There is no ‘one size fits all’ approach to fire safety. There are many different standards and regulations that must be met according to building classifications.

While any architect, builder, engineer, surveyor and fire safety professional worth their salt will know your compliance requirements, it’s also important to understand them as the building manager or owner. This is so you can stay across your obligations and avoid being caught out unawares by non-compliance fines.

The purpose, design and construction of a building determines the class it is given and the fire safety regulations it must meet. There are 10 building classifications in total, with some containing sub-classifications. Not sure what class your building is? We’ve put together a general guide to help you.

Class 1:

This class typically encompasses single standalone dwellings of a domestic or residential nature. The Class 1 classification includes two sub-classifications. A Class 1a building is a single dwelling being a detached house or one of a group of attached dwellings such as a townhouse. A Class 1b building is a boarding house, guest house or hostel with a floor area of less than 300 m2 and ordinarily has less than 12 people living in it.

Class 2:

Class 2 is the classification for apartment buildings and multi-unit residential buildings where people live above and below each other. Class 2 buildings may also be single-storey attached dwellings with a common space below. Strata properties are generally in this classification.

Class 3:

Class 3 is any residential dwelling outside Class 1 and Class 2. Examples include a boarding house, guest house, hostel or backpackers that are larger than the limits for a Class 1b building. Class 3 buildings could also include dormitory-style accommodation or workers’ quarters. Class 3 buildings may also be “care-type” facilities, such as accommodation buildings for children, the elderly, or people with a disability, which are not considered Class 9 buildings.

Class 4:

Class 4 is the classification given to the non-residential parts of a residential building, such as a storage room that is part of a caretaker facility. A Class 4 can only be located in Class 5 to 9 buildings, so this would not include a part of a building such as a residential garage.

Class 5:

Class 5 buildings are office buildings used for professional or commercial purposes, excluding Class 6, 7, 8 or 9 buildings. Examples of Class 5 buildings are offices for lawyers, accountants, general medical practitioners, government agencies and architects.

Class 6:

Class 6 buildings generally comprise restaurants, retail stores and cafes. Class 6 is for any building considered to sell goods or services directly to the public.

Class 7:

Class 7 buildings include two sub-classifications. Class 7a buildings are carparks, and Class 7b are typically warehouses, storage buildings or buildings for the display of goods (or produce) for wholesale.

Class 8:

Factories, laboratories, manufacturers and warehouses are primarily classified as Class 8 buildings. The building can be used for production, assembling, altering, repairing, finishing, packing,  or cleaning of goods or produce. Class 8 buildings are generally known to pose a high potential for fire hazards.

Class 9:

This classification is for buildings of a public nature and is separated into 3 sub-classifications. Class 9a buildings are generally hospitals and healthcare buildings. Class 9b buildings are assembly buildings in which people may gather for social, theatrical, political, religious or civil purposes. They include schools, universities, childcare centres, pre-schools, sporting facilities, nightclubs, and public transport buildings. Class 9c buildings are aged care buildings or personal care services that require 24-hour staff assistance to evacuate the building in an emergency.

Class 10:

Class 10 buildings are non-habitable buildings or structures and include three sub-classifications. Class 10a buildings are those such as sheds, carports, and private garages. Class 10b is a structure being a fence, mast, antenna, retaining wall, swimming pool, or the like. A Class 10c building is a private bushfire shelter. A private bushfire shelter is a structure associated with, but not attached to, a Class 1a building.
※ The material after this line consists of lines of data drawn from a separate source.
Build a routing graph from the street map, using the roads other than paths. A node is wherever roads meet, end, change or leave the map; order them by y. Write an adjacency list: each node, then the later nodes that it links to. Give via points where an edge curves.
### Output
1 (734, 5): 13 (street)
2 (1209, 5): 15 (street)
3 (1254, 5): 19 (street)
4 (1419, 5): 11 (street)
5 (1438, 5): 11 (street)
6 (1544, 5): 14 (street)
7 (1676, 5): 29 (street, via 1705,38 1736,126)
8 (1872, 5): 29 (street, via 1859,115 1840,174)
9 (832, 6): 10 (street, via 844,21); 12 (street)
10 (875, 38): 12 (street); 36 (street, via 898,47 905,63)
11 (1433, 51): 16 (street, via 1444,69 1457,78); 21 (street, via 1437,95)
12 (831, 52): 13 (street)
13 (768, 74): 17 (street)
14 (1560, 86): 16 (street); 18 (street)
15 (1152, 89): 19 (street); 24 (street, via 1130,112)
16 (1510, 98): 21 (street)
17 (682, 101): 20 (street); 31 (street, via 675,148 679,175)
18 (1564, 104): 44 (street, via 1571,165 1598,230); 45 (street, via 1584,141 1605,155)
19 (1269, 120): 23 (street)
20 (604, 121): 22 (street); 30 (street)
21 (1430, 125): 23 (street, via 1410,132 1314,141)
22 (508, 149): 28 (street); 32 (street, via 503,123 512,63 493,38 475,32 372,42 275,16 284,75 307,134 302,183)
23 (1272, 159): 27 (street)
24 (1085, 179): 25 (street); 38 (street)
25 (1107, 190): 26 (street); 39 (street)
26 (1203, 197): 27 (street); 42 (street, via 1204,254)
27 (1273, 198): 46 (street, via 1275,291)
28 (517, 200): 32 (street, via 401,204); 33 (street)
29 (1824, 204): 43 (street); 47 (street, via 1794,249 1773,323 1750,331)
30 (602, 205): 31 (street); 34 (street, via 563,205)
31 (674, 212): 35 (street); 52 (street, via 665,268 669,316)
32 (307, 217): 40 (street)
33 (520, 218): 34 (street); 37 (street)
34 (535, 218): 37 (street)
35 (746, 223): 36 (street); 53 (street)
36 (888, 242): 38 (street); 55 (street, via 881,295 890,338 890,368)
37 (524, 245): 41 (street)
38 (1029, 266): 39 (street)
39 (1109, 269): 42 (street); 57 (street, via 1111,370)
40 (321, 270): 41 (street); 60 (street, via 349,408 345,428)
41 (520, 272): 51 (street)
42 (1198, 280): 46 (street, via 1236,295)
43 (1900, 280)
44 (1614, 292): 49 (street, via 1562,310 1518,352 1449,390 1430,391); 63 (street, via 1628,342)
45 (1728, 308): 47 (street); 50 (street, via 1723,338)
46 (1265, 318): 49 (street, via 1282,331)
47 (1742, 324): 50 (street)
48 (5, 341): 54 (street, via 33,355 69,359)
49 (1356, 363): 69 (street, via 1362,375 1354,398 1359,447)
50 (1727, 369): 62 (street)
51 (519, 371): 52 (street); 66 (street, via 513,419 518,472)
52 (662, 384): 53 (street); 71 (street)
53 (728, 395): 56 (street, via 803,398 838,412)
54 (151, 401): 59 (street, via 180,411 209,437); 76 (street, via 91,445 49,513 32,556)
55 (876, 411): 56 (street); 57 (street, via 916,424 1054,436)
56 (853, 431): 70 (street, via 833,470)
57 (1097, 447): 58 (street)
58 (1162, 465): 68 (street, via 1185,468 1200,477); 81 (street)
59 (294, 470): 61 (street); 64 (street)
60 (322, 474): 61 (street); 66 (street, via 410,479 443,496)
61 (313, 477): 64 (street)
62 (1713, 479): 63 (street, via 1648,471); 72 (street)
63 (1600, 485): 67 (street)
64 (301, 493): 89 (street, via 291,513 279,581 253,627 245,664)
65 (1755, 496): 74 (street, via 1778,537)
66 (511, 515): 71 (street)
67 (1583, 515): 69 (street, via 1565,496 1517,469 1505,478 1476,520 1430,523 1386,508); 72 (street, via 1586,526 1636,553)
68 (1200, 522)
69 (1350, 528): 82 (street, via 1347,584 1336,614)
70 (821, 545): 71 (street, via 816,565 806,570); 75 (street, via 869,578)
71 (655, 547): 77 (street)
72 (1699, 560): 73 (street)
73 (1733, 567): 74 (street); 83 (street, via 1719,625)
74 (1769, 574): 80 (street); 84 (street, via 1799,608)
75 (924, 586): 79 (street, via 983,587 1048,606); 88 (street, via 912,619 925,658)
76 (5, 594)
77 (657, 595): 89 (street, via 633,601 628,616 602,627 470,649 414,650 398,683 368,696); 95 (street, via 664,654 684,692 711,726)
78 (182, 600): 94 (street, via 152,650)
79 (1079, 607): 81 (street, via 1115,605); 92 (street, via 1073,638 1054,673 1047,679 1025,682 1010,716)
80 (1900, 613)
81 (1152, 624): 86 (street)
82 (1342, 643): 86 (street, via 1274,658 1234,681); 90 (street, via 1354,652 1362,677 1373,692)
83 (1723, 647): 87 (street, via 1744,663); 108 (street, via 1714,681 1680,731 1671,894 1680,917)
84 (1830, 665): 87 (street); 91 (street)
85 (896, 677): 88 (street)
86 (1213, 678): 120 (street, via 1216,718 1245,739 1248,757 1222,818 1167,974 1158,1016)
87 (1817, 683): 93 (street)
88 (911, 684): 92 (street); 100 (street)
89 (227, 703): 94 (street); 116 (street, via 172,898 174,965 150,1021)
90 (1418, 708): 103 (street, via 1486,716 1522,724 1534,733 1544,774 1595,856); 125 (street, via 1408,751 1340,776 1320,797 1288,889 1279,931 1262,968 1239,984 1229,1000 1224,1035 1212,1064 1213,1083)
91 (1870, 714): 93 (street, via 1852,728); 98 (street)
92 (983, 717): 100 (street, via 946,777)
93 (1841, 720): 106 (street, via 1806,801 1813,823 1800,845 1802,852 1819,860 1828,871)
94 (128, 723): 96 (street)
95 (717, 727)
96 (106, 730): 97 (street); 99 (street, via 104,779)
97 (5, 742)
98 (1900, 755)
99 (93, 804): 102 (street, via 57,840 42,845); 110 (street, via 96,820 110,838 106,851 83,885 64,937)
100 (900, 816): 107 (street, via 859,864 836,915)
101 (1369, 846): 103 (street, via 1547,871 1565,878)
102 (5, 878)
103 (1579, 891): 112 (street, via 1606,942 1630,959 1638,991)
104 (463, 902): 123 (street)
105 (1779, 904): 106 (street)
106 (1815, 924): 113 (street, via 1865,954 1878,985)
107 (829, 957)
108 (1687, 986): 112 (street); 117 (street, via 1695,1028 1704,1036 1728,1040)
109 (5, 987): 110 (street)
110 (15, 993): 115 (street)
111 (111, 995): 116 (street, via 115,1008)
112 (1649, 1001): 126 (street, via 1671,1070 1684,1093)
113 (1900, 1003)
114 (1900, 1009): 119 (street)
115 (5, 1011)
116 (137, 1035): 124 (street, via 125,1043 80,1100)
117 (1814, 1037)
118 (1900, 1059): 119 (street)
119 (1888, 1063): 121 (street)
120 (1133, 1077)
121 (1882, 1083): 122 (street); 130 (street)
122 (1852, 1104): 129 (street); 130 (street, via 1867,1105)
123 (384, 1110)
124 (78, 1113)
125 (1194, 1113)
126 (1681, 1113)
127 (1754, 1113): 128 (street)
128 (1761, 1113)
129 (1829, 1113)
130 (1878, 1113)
As buildings can have mixed uses, they can also have mixed (or multiple) classifications. For example, a building may have a basement carpark (Class 7a) with ground-floor retail space (Class 6) and residential apartments above (Class 2).

If you want to learn more about the NCC building classifications, head to the Australian Building Codes Board or give our team a call on (02) 8669 9100 to discuss the fire safety requirements for your building class.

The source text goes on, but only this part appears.